SOURCE MATERIAL »
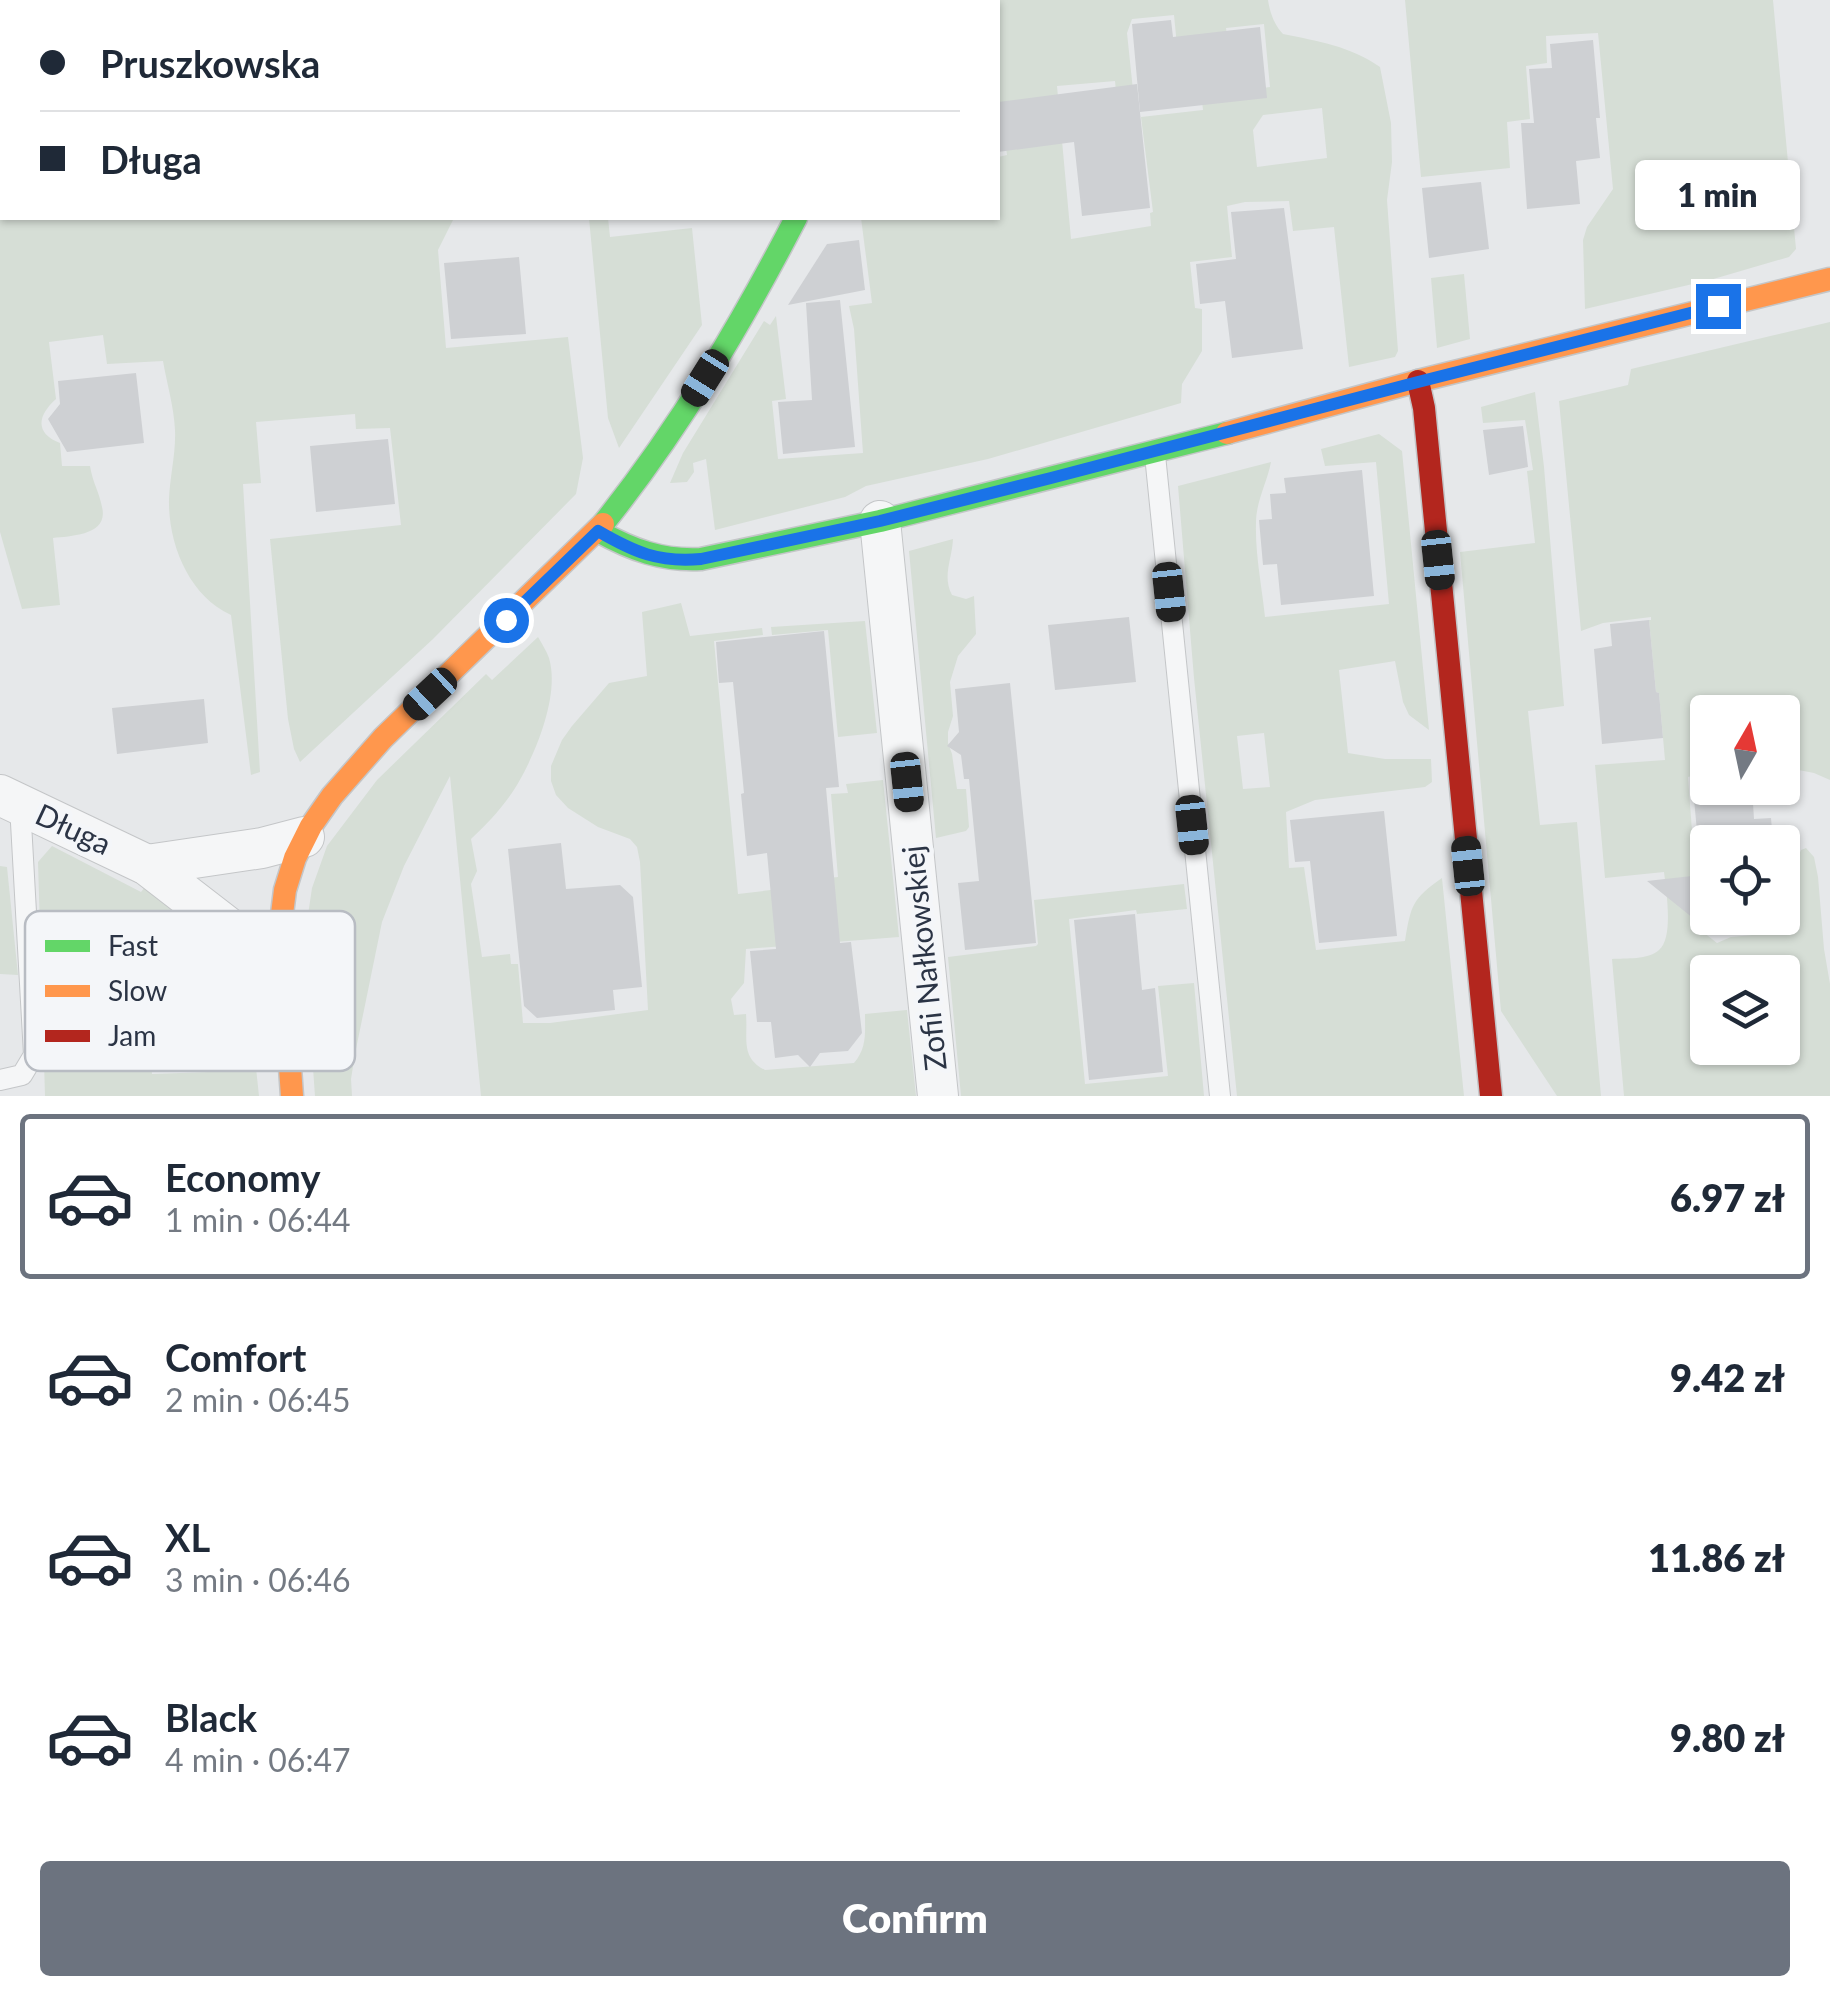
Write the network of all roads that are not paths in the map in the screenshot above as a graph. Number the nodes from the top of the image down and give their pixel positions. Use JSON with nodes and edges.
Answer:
{"nodes":[{"id":1,"x":795,"y":220,"type":"edge"},
{"id":2,"x":1830,"y":278,"type":"edge"},
{"id":3,"x":1418,"y":382,"type":"junction"},
{"id":4,"x":1154,"y":453,"type":"junction"},
{"id":5,"x":880,"y":521,"type":"junction"},
{"id":6,"x":598,"y":531,"type":"junction"},
{"id":7,"x":10,"y":800,"type":"edge"},
{"id":8,"x":304,"y":837,"type":"junction"},
{"id":9,"x":147,"y":865,"type":"junction"},
{"id":10,"x":206,"y":911,"type":"edge"},
{"id":11,"x":283,"y":911,"type":"edge"},
{"id":12,"x":25,"y":959,"type":"edge"},
{"id":13,"x":25,"y":1070,"type":"edge"},
{"id":14,"x":290,"y":1071,"type":"edge"},
{"id":15,"x":0,"y":1080,"type":"edge"},
{"id":16,"x":292,"y":1096,"type":"edge"},
{"id":17,"x":938,"y":1096,"type":"edge"},
{"id":18,"x":1220,"y":1096,"type":"edge"},
{"id":19,"x":1491,"y":1096,"type":"edge"}],
"edges":[{"from":1,"to":6,"type":"street"},
{"from":2,"to":3,"type":"street"},
{"from":3,"to":4,"type":"street"},
{"from":3,"to":19,"type":"street"},
{"from":4,"to":5,"type":"street"},
{"from":4,"to":18,"type":"lane"},
{"from":5,"to":6,"type":"street"},
{"from":5,"to":17,"type":"street","name":"Zofii Nałkowskiej"},
{"from":6,"to":8,"type":"street"},
{"from":7,"to":9,"type":"street","name":"Długa"},
{"from":7,"to":12,"type":"lane"},
{"from":8,"to":9,"type":"street","name":"Długa"},
{"from":8,"to":11,"type":"street"},
{"from":9,"to":10,"type":"street","name":"Długa"},
{"from":13,"to":15,"type":"lane"},
{"from":14,"to":16,"type":"street"}]}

ACTIVITY »
Write out the records shown above exactly, but do not include any images.

COMPLETED TASK »
Write the network of all roads that are not paths in the map in the screenshot above as a graph. Number the nodes from the top of the image down and give their pixel positions. Use JSON with nodes and edges.
Answer:
{"nodes":[{"id":1,"x":795,"y":220,"type":"edge"},
{"id":2,"x":1830,"y":278,"type":"edge"},
{"id":3,"x":1418,"y":382,"type":"junction"},
{"id":4,"x":1154,"y":453,"type":"junction"},
{"id":5,"x":880,"y":521,"type":"junction"},
{"id":6,"x":598,"y":531,"type":"junction"},
{"id":7,"x":10,"y":800,"type":"edge"},
{"id":8,"x":304,"y":837,"type":"junction"},
{"id":9,"x":147,"y":865,"type":"junction"},
{"id":10,"x":206,"y":911,"type":"edge"},
{"id":11,"x":283,"y":911,"type":"edge"},
{"id":12,"x":25,"y":959,"type":"edge"},
{"id":13,"x":25,"y":1070,"type":"edge"},
{"id":14,"x":290,"y":1071,"type":"edge"},
{"id":15,"x":0,"y":1080,"type":"edge"},
{"id":16,"x":292,"y":1096,"type":"edge"},
{"id":17,"x":938,"y":1096,"type":"edge"},
{"id":18,"x":1220,"y":1096,"type":"edge"},
{"id":19,"x":1491,"y":1096,"type":"edge"}],
"edges":[{"from":1,"to":6,"type":"street"},
{"from":2,"to":3,"type":"street"},
{"from":3,"to":4,"type":"street"},
{"from":3,"to":19,"type":"street"},
{"from":4,"to":5,"type":"street"},
{"from":4,"to":18,"type":"lane"},
{"from":5,"to":6,"type":"street"},
{"from":5,"to":17,"type":"street","name":"Zofii Nałkowskiej"},
{"from":6,"to":8,"type":"street"},
{"from":7,"to":9,"type":"street","name":"Długa"},
{"from":7,"to":12,"type":"lane"},
{"from":8,"to":9,"type":"street","name":"Długa"},
{"from":8,"to":11,"type":"street"},
{"from":9,"to":10,"type":"street","name":"Długa"},
{"from":13,"to":15,"type":"lane"},
{"from":14,"to":16,"type":"street"}]}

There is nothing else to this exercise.